Yes hockey fans, it is definitely August. As we impatiently wait for the hockey-shaped void in our lives to be filled this coming October, we eagerly jump on any piece of hockey-related news or gossip we can find. Overnight last night, the restless hockey media exploded with news about the expansion of the NHL into previously rumored markets such as Seattle, Las Vegas, Quebec City, and Toronto. Words like “done-deal” were liberally thrown around in news reports and twitter comments.
I’m sure I wasn’t alone in looking at a map and trying to redraw the conferences and divisions and come up with new playoff formats to fit the teams. I was not the only one to ask why now? And why does Kansas City get the shaft?

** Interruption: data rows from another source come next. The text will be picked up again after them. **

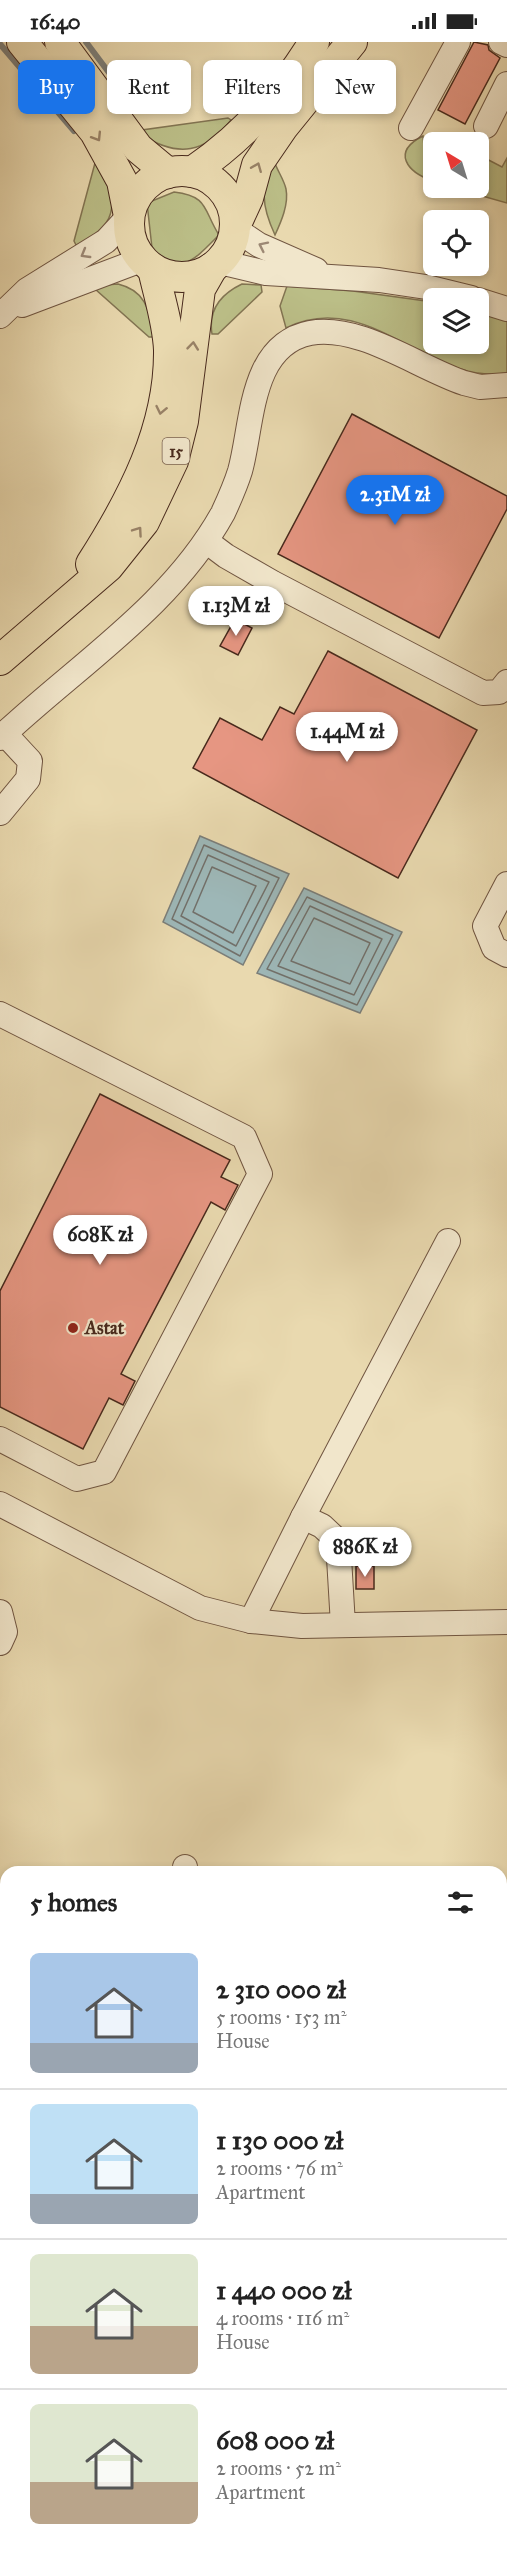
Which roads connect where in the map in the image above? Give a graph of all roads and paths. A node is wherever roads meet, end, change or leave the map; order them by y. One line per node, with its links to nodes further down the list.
1 (22, 42): 12 (main road, 15, one-way to 12)
2 (60, 42): 11 (main road)
3 (314, 42): 11 (main road)
4 (352, 42): 13 (main road, one-way to 4)
5 (458, 42): 10 (street)
6 (501, 42): 7 (street)
7 (507, 45)
8 (507, 84): 9 (street)
9 (486, 126)
10 (411, 128)
11 (180, 172): 12 (main road); 13 (main road)
12 (129, 216): 14 (main road, 15); 20 (street, one-way to 20)
13 (236, 225): 15 (main road, 15); 16 (street, one-way to 13)
14 (147, 265): 15 (main road); 20 (street); 23 (main road, 15, one-way to 23)
15 (216, 265): 16 (street); 23 (main road, 15, one-way to 15)
16 (332, 276): 17 (street)
17 (430, 288)
18 (489, 303): 19 (street)
19 (507, 309)
20 (2, 315)
21 (507, 385): 22 (street)
22 (206, 541): 25 (street); 26 (street)
23 (67, 601): 24 (main road, 15)
24 (0, 660)
25 (507, 682)
26 (2, 736): 27 (street)
27 (0, 813)
28 (507, 884): 29 (street)
29 (507, 955)
30 (0, 1014): 32 (street)
31 (448, 1241): 34 (street)
32 (0, 1439)
33 (0, 1504): 36 (street)
34 (303, 1517): 36 (street); 38 (street)
35 (0, 1612): 39 (street)
36 (251, 1621): 38 (street)
37 (507, 1622): 38 (street)
38 (343, 1625)
39 (0, 1643)

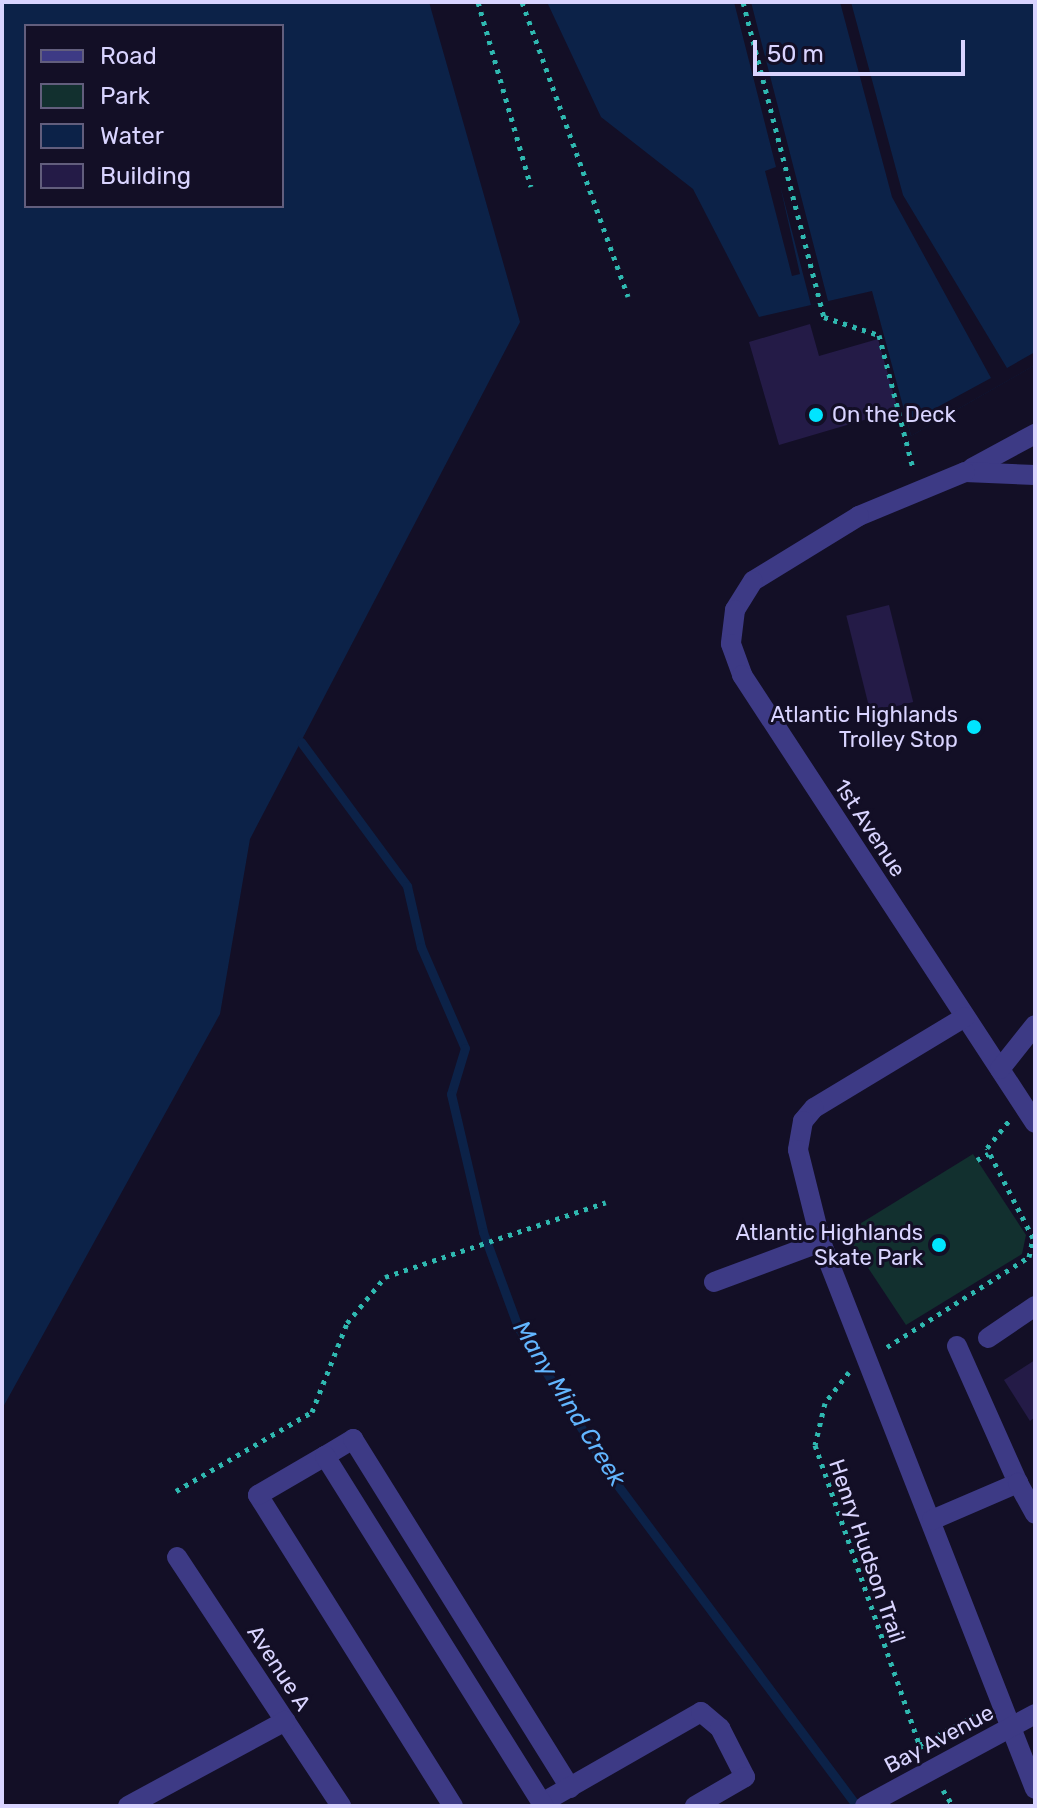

The problem is that nothing is official, the reporters cite sources close to the expansion markets, but until the NHL announces it, anything can happen. And as much as we would like to see an NHL team in Toronto, until it is officially announced, even if the sources are reliable, the NHL can back out. This could very well be just a case of NHL summer sensationalism.
But since it is the off-season and we already know based on the events of this summer that the Dallas Stars have won this years Stanley cup, we have nothing better to do than discuss what this new 34 team NHL would look like.
Why Expansion Would Happen
This season the NHL saw a change in the conference and divisional alignment due to complaints of teams in the eastern time zone like Detroit and Columbus playing in a conference with teams on pacific time, as well as teams like Dallas who had to travel across 2 time zones to play against teams in their own division. The new alignment however is lopsided, the eastern conference has two more teams than the west and one can easily see why the NHL would like to expand to fill that void. Adding a Seattle and Las Vegas could solve this problem.
Further more, Quebec City and Toronto could each easily support an NHL expansion team. Toronto has one, but NYC and LA both have two teams and the leafs have been awful for years and still sell out their arena months in advance. Quebec would welcome the return of NHL hockey just as Minnesota did (and hopefully not like Atlanta did). More markets means more money for the NHL, so everyone would be happy.
Why Expansion Wouldn’t Happen
Las Vegas and Seattle are relatively unknown markets for hockey, so a team in these places could be a risk. Adding another team in Toronto and a Quebec City team out east would give us the same conference alignment problems since it is unlikely that the league could come to an agreement to move Detroit and Columbus back out west. Would the second Toronto team have to play in the WC, leading to more time-zone and travel issues, or would the Leastern Conference continue to have 2 more teams fighting for the same amount of playoff spots?
Most likely, the NHL will move ahead with the plan to expand into Seattle and Las Vegas as they have seemed highly interested in for years, and the other two destinations will get green-lit for an NHL team as soon as an existing team is in need of a change of scenery (Hello Quebec Panthers). Whether this will happen in 2016-17 is up in the air, but if I’m a betting man, my money is on Vegas getting a team by 2019.